Task instructions:
Keep the pictures out of your copy. Transcribe the records below exactly.

Stored data:
● ● ● ●

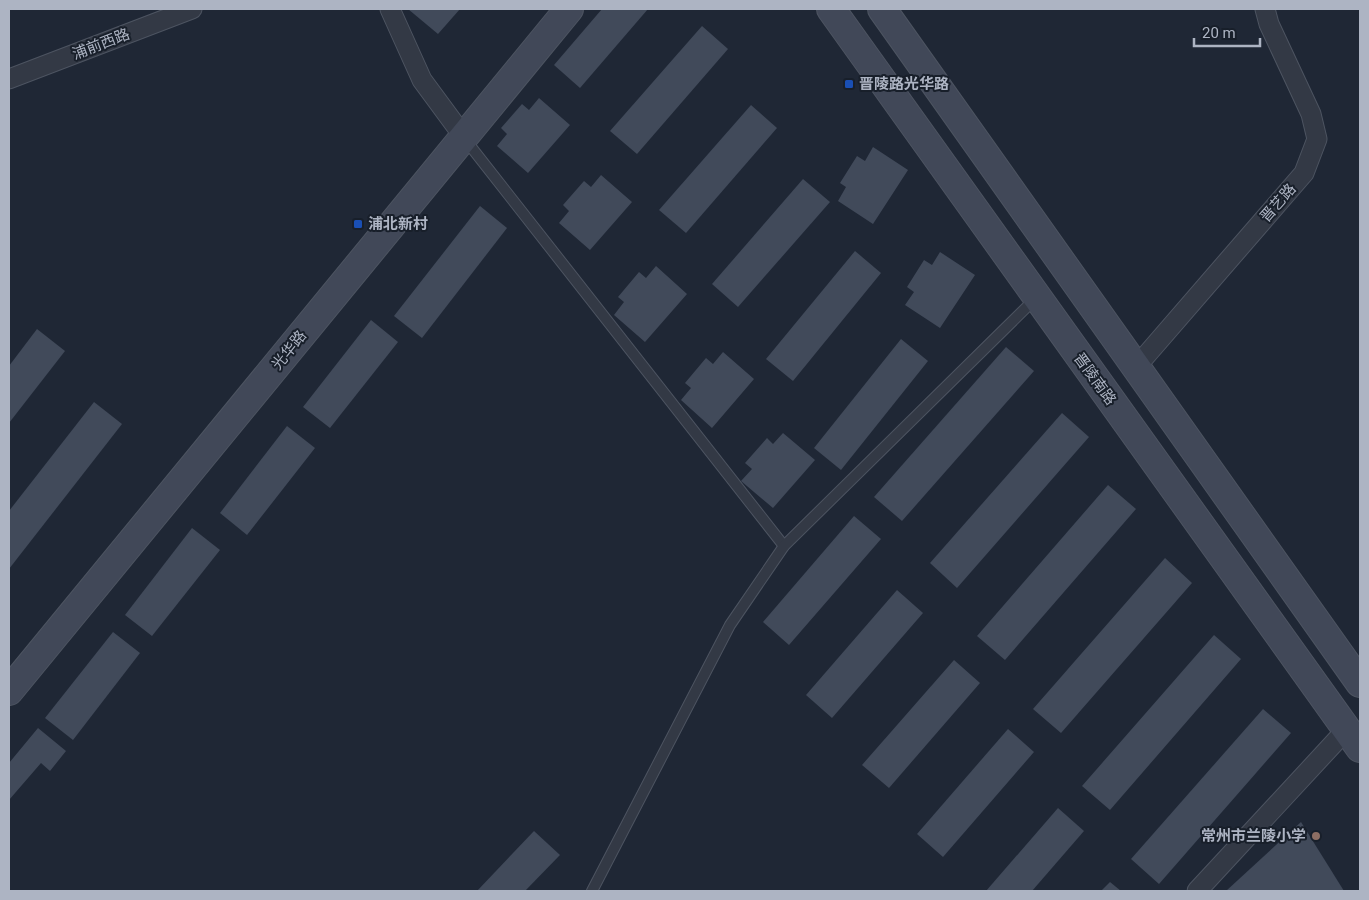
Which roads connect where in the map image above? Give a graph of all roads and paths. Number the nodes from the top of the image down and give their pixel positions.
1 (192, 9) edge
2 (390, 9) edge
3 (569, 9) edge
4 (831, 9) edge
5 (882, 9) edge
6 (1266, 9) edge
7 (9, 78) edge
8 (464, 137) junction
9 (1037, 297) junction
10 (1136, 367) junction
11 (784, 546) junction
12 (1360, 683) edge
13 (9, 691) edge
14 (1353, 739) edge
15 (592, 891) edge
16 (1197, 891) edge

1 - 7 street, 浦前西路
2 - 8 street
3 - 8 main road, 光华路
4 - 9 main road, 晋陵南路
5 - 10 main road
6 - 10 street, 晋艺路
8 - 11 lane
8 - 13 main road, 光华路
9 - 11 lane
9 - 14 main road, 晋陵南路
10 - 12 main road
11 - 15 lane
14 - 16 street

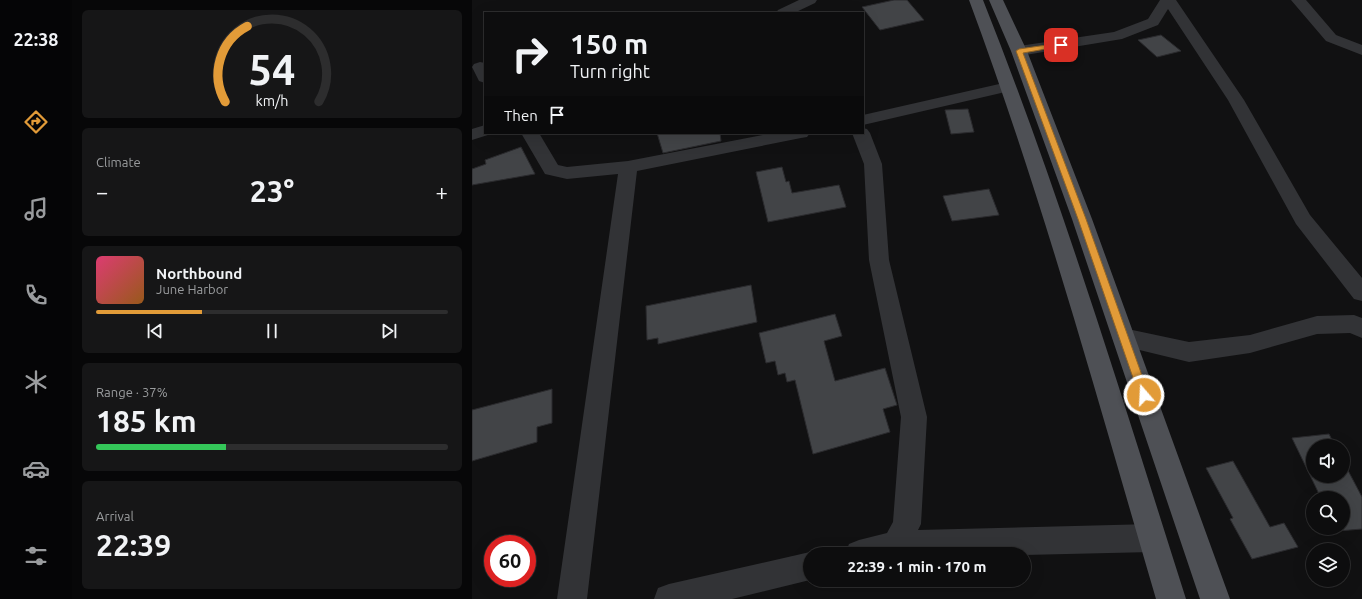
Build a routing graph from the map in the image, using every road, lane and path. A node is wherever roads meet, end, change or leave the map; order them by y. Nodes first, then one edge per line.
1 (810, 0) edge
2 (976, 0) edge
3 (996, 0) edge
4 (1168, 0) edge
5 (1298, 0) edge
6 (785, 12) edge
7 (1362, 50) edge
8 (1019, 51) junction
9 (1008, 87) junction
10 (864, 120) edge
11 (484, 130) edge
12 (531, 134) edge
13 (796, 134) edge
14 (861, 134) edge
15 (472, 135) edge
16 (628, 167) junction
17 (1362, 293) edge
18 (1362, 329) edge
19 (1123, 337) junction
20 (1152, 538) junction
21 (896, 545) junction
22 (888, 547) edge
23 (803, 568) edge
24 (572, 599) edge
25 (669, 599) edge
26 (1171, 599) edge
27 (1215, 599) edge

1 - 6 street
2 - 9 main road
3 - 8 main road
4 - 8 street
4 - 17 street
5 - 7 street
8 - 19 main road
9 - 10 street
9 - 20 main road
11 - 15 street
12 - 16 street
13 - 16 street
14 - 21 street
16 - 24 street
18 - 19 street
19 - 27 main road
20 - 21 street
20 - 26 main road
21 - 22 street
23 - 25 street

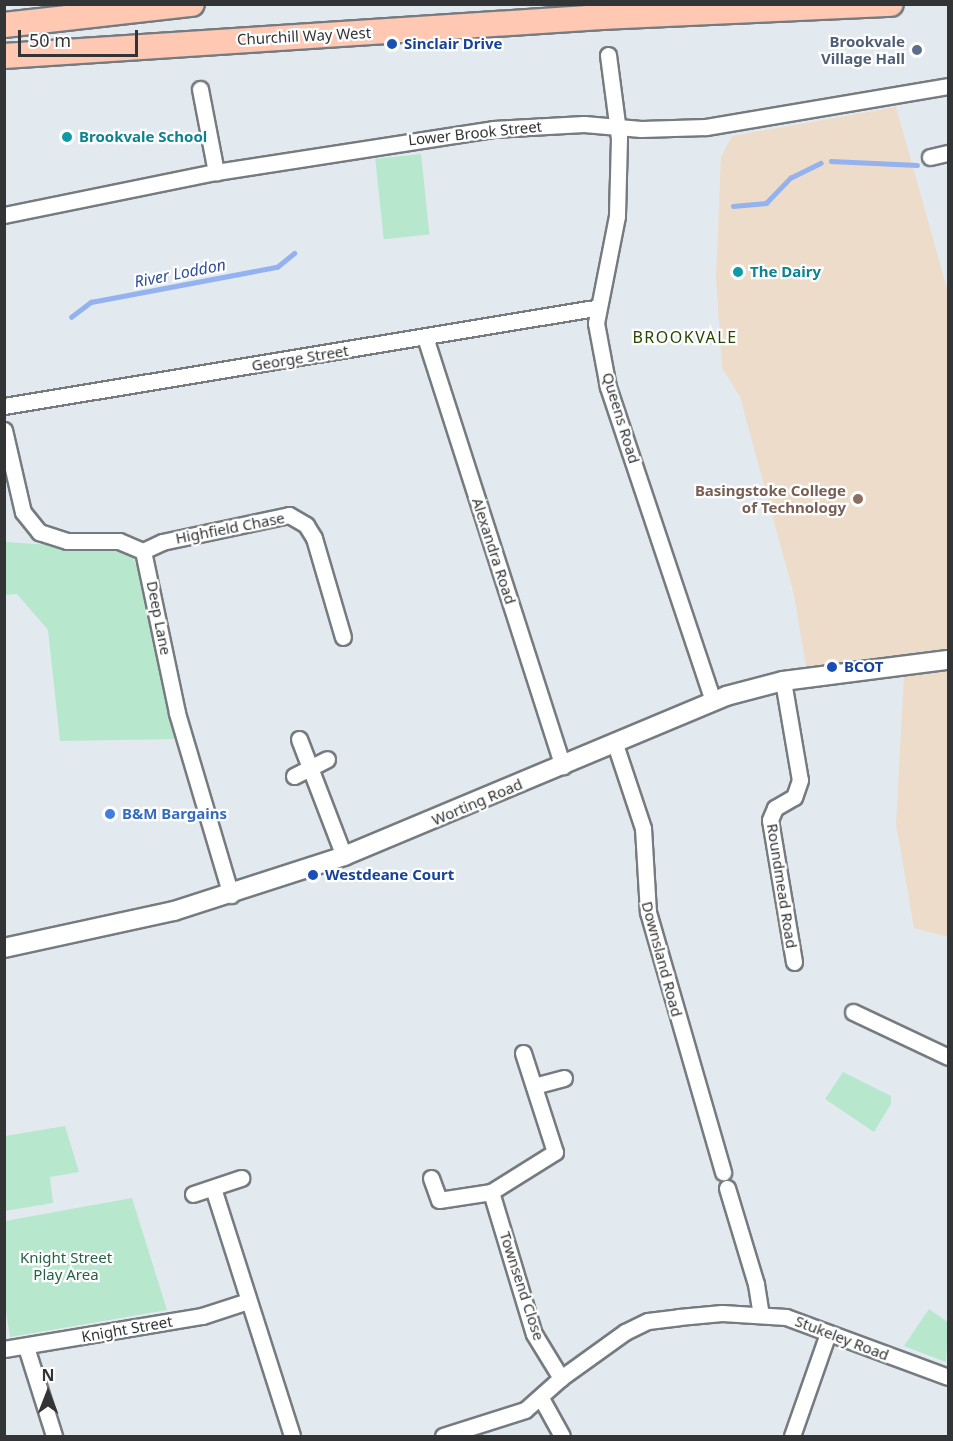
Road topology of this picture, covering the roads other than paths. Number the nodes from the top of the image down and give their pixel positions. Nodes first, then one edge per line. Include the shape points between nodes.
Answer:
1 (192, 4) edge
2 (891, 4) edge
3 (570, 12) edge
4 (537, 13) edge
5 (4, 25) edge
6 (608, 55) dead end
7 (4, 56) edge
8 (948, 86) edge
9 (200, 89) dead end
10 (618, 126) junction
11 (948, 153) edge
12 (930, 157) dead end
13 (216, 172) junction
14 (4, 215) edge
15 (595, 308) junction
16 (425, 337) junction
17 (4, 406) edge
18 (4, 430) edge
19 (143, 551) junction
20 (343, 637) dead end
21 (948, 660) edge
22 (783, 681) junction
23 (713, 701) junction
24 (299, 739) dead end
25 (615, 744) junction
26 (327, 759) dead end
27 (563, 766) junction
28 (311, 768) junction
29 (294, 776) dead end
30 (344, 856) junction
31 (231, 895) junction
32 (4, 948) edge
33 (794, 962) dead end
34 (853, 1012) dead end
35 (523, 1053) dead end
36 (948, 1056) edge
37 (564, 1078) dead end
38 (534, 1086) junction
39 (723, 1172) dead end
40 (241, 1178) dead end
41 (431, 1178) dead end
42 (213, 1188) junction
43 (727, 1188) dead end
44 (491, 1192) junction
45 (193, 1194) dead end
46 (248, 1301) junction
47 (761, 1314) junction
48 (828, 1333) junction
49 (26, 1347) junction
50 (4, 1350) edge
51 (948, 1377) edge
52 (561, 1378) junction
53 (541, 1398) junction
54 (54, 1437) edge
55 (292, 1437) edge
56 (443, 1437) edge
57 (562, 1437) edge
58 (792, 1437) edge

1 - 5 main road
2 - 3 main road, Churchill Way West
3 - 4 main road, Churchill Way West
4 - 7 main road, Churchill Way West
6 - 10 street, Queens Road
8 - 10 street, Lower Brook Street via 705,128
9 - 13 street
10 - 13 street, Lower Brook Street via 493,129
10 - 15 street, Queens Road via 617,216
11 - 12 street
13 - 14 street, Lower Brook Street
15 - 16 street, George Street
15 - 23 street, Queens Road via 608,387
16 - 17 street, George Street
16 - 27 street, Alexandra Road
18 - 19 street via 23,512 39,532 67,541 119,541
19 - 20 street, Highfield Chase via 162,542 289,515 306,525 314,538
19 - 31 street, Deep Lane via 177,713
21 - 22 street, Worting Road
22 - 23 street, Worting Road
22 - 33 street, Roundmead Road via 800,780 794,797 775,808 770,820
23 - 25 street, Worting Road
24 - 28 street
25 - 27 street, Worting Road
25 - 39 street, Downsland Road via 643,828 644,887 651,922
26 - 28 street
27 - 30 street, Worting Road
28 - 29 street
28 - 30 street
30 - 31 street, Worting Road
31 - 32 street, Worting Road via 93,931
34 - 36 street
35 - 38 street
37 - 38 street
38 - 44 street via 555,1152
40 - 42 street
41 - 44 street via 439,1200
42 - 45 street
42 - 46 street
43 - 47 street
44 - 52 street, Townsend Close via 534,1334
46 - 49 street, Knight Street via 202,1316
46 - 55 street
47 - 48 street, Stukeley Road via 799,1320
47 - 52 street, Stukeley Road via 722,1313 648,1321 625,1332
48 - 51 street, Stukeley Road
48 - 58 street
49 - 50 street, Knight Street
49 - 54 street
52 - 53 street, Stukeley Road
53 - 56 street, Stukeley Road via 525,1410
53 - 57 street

● ● ● ●

Output of the task:
Which roads connect where in the map image above? Give a graph of all roads and paths. Number the nodes from the top of the image down and give their pixel positions.
1 (192, 9) edge
2 (390, 9) edge
3 (569, 9) edge
4 (831, 9) edge
5 (882, 9) edge
6 (1266, 9) edge
7 (9, 78) edge
8 (464, 137) junction
9 (1037, 297) junction
10 (1136, 367) junction
11 (784, 546) junction
12 (1360, 683) edge
13 (9, 691) edge
14 (1353, 739) edge
15 (592, 891) edge
16 (1197, 891) edge

1 - 7 street, 浦前西路
2 - 8 street
3 - 8 main road, 光华路
4 - 9 main road, 晋陵南路
5 - 10 main road
6 - 10 street, 晋艺路
8 - 11 lane
8 - 13 main road, 光华路
9 - 11 lane
9 - 14 main road, 晋陵南路
10 - 12 main road
11 - 15 lane
14 - 16 street

Build a routing graph from the map in the image, using every road, lane and path. A node is wherever roads meet, end, change or leave the map; order them by y. Nodes first, then one edge per line.
1 (810, 0) edge
2 (976, 0) edge
3 (996, 0) edge
4 (1168, 0) edge
5 (1298, 0) edge
6 (785, 12) edge
7 (1362, 50) edge
8 (1019, 51) junction
9 (1008, 87) junction
10 (864, 120) edge
11 (484, 130) edge
12 (531, 134) edge
13 (796, 134) edge
14 (861, 134) edge
15 (472, 135) edge
16 (628, 167) junction
17 (1362, 293) edge
18 (1362, 329) edge
19 (1123, 337) junction
20 (1152, 538) junction
21 (896, 545) junction
22 (888, 547) edge
23 (803, 568) edge
24 (572, 599) edge
25 (669, 599) edge
26 (1171, 599) edge
27 (1215, 599) edge

1 - 6 street
2 - 9 main road
3 - 8 main road
4 - 8 street
4 - 17 street
5 - 7 street
8 - 19 main road
9 - 10 street
9 - 20 main road
11 - 15 street
12 - 16 street
13 - 16 street
14 - 21 street
16 - 24 street
18 - 19 street
19 - 27 main road
20 - 21 street
20 - 26 main road
21 - 22 street
23 - 25 street

Road topology of this picture, covering the roads other than paths. Number the nodes from the top of the image down and give their pixel positions. Nodes first, then one edge per line. Include the shape points between nodes.
Answer:
1 (192, 4) edge
2 (891, 4) edge
3 (570, 12) edge
4 (537, 13) edge
5 (4, 25) edge
6 (608, 55) dead end
7 (4, 56) edge
8 (948, 86) edge
9 (200, 89) dead end
10 (618, 126) junction
11 (948, 153) edge
12 (930, 157) dead end
13 (216, 172) junction
14 (4, 215) edge
15 (595, 308) junction
16 (425, 337) junction
17 (4, 406) edge
18 (4, 430) edge
19 (143, 551) junction
20 (343, 637) dead end
21 (948, 660) edge
22 (783, 681) junction
23 (713, 701) junction
24 (299, 739) dead end
25 (615, 744) junction
26 (327, 759) dead end
27 (563, 766) junction
28 (311, 768) junction
29 (294, 776) dead end
30 (344, 856) junction
31 (231, 895) junction
32 (4, 948) edge
33 (794, 962) dead end
34 (853, 1012) dead end
35 (523, 1053) dead end
36 (948, 1056) edge
37 (564, 1078) dead end
38 (534, 1086) junction
39 (723, 1172) dead end
40 (241, 1178) dead end
41 (431, 1178) dead end
42 (213, 1188) junction
43 (727, 1188) dead end
44 (491, 1192) junction
45 (193, 1194) dead end
46 (248, 1301) junction
47 (761, 1314) junction
48 (828, 1333) junction
49 (26, 1347) junction
50 (4, 1350) edge
51 (948, 1377) edge
52 (561, 1378) junction
53 (541, 1398) junction
54 (54, 1437) edge
55 (292, 1437) edge
56 (443, 1437) edge
57 (562, 1437) edge
58 (792, 1437) edge

1 - 5 main road
2 - 3 main road, Churchill Way West
3 - 4 main road, Churchill Way West
4 - 7 main road, Churchill Way West
6 - 10 street, Queens Road
8 - 10 street, Lower Brook Street via 705,128
9 - 13 street
10 - 13 street, Lower Brook Street via 493,129
10 - 15 street, Queens Road via 617,216
11 - 12 street
13 - 14 street, Lower Brook Street
15 - 16 street, George Street
15 - 23 street, Queens Road via 608,387
16 - 17 street, George Street
16 - 27 street, Alexandra Road
18 - 19 street via 23,512 39,532 67,541 119,541
19 - 20 street, Highfield Chase via 162,542 289,515 306,525 314,538
19 - 31 street, Deep Lane via 177,713
21 - 22 street, Worting Road
22 - 23 street, Worting Road
22 - 33 street, Roundmead Road via 800,780 794,797 775,808 770,820
23 - 25 street, Worting Road
24 - 28 street
25 - 27 street, Worting Road
25 - 39 street, Downsland Road via 643,828 644,887 651,922
26 - 28 street
27 - 30 street, Worting Road
28 - 29 street
28 - 30 street
30 - 31 street, Worting Road
31 - 32 street, Worting Road via 93,931
34 - 36 street
35 - 38 street
37 - 38 street
38 - 44 street via 555,1152
40 - 42 street
41 - 44 street via 439,1200
42 - 45 street
42 - 46 street
43 - 47 street
44 - 52 street, Townsend Close via 534,1334
46 - 49 street, Knight Street via 202,1316
46 - 55 street
47 - 48 street, Stukeley Road via 799,1320
47 - 52 street, Stukeley Road via 722,1313 648,1321 625,1332
48 - 51 street, Stukeley Road
48 - 58 street
49 - 50 street, Knight Street
49 - 54 street
52 - 53 street, Stukeley Road
53 - 56 street, Stukeley Road via 525,1410
53 - 57 street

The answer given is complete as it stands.